‘Hopefully I would get it after I competed’: Campbell sisters would risk coronavirus for Olympic gold

Two of Australia's highest-profile Olympians, freestyle stars Cate and Bronte Campbell, say they would swim in front of empty stands and risk a coronavirus infection if it meant competing at the Olympic Games in Tokyo.

With swift developments on Thursday seeing the outbreak declared a pandemic by the World Health Organisation and the entire NBA season being postponed due to a player infection, there was more conjecture about the viability of the Games, set to start on July 24.

Bronte and Cate Campbell want more moments like this when they swim in Tokyo, regardless of the health risk.Credit:AAP

The International Olympic Committee has been unwavering in its message that the massive event will proceed as planned and every precaution was being put in place to ensure the safety of 11,000 athletes from 206 nations.

But as events continue to be either cancelled, postponed or played without spectators across the sporting world, the notion that the Olympics could be put on hold for a year or held with limited or no access for fans has become an increasing possibility.

It leaves the athletes in a precarious position but Bronte Campbell said none would be dialling down their training loads just in case a red pen was put through the 2020 Games in coming months.

"You can't avoid it," Bronte Campbell said. "You go to the shops and there is no toilet paper. But at the same time, being in the bubble is really important for us. There's nothing at the moment that changes anything.

No stopping them: Olympic swimmers Bronte and Cate Campbell.Credit:Edwina Pickles

"I don't think there is any athlete that is slacking off because of the chance that coronavirus is going to have an impact on the Olympics in some way."

Bronte Campbell said she would only withdraw from the Games under the most extreme of circumstances and if that meant catching coronavirus in Japan, that was a risk worth taking. She said the virus seemed to be spreading in any case, so the rewards were worthy of the gamble.

"I don't think that if they say, 'there's a risk to you', that lots of athletes are going to pull out. It would take a lot for me to not want to go an Olympics. Hopefully I would get it after I competed. But if we are going to be talking about so many people in the world getting it anyway, going to the Olympics is worth it.

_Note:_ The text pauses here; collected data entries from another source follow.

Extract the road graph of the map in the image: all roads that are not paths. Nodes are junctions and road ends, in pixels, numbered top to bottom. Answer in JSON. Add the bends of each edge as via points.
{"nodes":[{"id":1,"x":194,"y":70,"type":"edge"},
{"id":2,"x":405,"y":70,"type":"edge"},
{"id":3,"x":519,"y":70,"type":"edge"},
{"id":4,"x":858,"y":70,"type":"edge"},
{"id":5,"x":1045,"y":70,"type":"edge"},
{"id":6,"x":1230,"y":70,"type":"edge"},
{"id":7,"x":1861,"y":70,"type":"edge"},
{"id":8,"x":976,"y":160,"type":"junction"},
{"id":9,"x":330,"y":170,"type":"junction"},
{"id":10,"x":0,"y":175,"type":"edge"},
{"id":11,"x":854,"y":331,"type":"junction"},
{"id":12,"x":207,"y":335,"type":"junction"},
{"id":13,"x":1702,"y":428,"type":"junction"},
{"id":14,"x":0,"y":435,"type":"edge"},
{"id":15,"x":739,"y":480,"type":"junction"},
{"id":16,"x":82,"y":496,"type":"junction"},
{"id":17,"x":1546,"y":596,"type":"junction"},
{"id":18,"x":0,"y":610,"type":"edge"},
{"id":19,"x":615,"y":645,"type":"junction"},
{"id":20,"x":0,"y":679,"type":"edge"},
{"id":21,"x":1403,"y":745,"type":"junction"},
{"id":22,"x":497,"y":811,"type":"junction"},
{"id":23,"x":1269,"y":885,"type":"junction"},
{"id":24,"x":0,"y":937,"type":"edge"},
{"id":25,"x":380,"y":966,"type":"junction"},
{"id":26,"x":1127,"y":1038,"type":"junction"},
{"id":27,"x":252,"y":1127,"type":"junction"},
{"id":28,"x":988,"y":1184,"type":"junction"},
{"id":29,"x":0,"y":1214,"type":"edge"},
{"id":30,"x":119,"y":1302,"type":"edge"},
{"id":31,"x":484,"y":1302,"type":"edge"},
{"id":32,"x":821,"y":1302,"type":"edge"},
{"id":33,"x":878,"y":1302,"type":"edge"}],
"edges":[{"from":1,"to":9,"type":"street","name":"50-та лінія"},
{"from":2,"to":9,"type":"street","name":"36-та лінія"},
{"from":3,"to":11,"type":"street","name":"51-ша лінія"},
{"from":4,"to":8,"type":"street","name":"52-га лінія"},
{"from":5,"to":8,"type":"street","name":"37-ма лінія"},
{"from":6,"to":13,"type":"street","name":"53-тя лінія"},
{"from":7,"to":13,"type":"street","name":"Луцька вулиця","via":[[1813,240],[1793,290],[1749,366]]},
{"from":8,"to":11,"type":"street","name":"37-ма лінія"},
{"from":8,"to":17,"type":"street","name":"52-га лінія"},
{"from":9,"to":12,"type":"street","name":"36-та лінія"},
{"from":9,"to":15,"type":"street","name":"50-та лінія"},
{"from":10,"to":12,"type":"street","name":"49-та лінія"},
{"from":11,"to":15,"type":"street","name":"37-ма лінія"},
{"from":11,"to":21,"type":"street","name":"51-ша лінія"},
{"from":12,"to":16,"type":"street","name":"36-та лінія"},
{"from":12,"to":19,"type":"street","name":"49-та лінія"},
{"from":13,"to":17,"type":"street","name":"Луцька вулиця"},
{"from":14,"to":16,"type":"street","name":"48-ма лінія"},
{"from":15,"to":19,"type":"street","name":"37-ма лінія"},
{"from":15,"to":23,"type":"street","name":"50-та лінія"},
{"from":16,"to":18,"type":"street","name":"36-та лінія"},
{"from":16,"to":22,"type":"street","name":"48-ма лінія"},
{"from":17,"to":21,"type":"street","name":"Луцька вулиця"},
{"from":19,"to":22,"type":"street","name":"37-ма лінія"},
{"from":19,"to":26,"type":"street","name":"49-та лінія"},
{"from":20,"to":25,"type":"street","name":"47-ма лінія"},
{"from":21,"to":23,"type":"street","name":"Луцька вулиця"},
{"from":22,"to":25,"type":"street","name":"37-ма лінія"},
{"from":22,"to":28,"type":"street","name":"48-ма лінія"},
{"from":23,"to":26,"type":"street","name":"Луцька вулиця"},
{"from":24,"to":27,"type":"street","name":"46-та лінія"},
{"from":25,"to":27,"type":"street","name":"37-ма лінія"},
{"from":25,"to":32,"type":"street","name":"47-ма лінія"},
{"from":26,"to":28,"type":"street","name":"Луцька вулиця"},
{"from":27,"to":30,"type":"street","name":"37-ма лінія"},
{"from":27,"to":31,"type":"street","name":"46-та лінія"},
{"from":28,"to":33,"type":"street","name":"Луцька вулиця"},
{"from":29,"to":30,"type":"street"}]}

"I know it's different from Zika but we are willing to risk a lot. I already put my health and body on the line a lot with swimming. The way the virus is going, it doesn't seem like fit younger people are at a massive risk.

"The only way I won't be swimming at the Olympics is if they don't let me go or it is cancelled. That's it."

When asked if she would risk an infection by going to Tokyo, Cate Campbell said she would not hesitate unless the health warnings became dire for young, fit athletes, who currently sit in a low-risk category in terms of the severity of the illness.

"Yes [I would go]. There's a health risk to being an elite athlete. I think I put my body in more stress on a weekly basis anyway," she said. "You can catch it here in any case. There are so many things that can happen. The only way I wouldn't be competing at the Olympics is if it was cancelled and I don't believe it will get to that."

Both sisters, who own multiple Olympic gold medals from the world-beating 4x100m freestyle relay, said it was be deeply sad if the Games went on with nobody in the stands cheering the home but it would still represent the pinnacle for the athletes.

"If there was an empty stand, that's fine. I've swum in front of empty stands before. That's not new," Bronte Campbell said. "It would be really sad if there were no fans, that's a huge part to look up and see your family, or to see some Australian flags around the stadium. At the end of the day, it's about your feats in the pool and I'm very committed to that."

And Cate Campbell: "I think as long as the competition is still there, it's still an Olympic Games. The prestige is still there. It would be sad to compete in any empty stadium. Part of the things that make an Olympics special is that environment.

"But I think you will find that if you speak to any sport where an Olympic gold medal is the pinnacle, then you will find athletes that are willing to go."

Meanwhile, a Japanese Olympic official has apologised to organisers after he was quoted in the Wall Street Journal as saying there could be a one or two-year delay to the Games due to the coronavirus crisis.

Tokyo 2020 Executive Board member Haruyuki Takahashi's comments were swiftly dismissed by Yoshiri Mori, the Tokyo 2020 president, who said Takahashi was distant from the day-to-day Games preparation and nothing had changed.

"It is our basic stance that we press ahead with preparation for a safe and secure Olympics," Mori said. "Therefore, we are not at all thinking about changing courses or plans."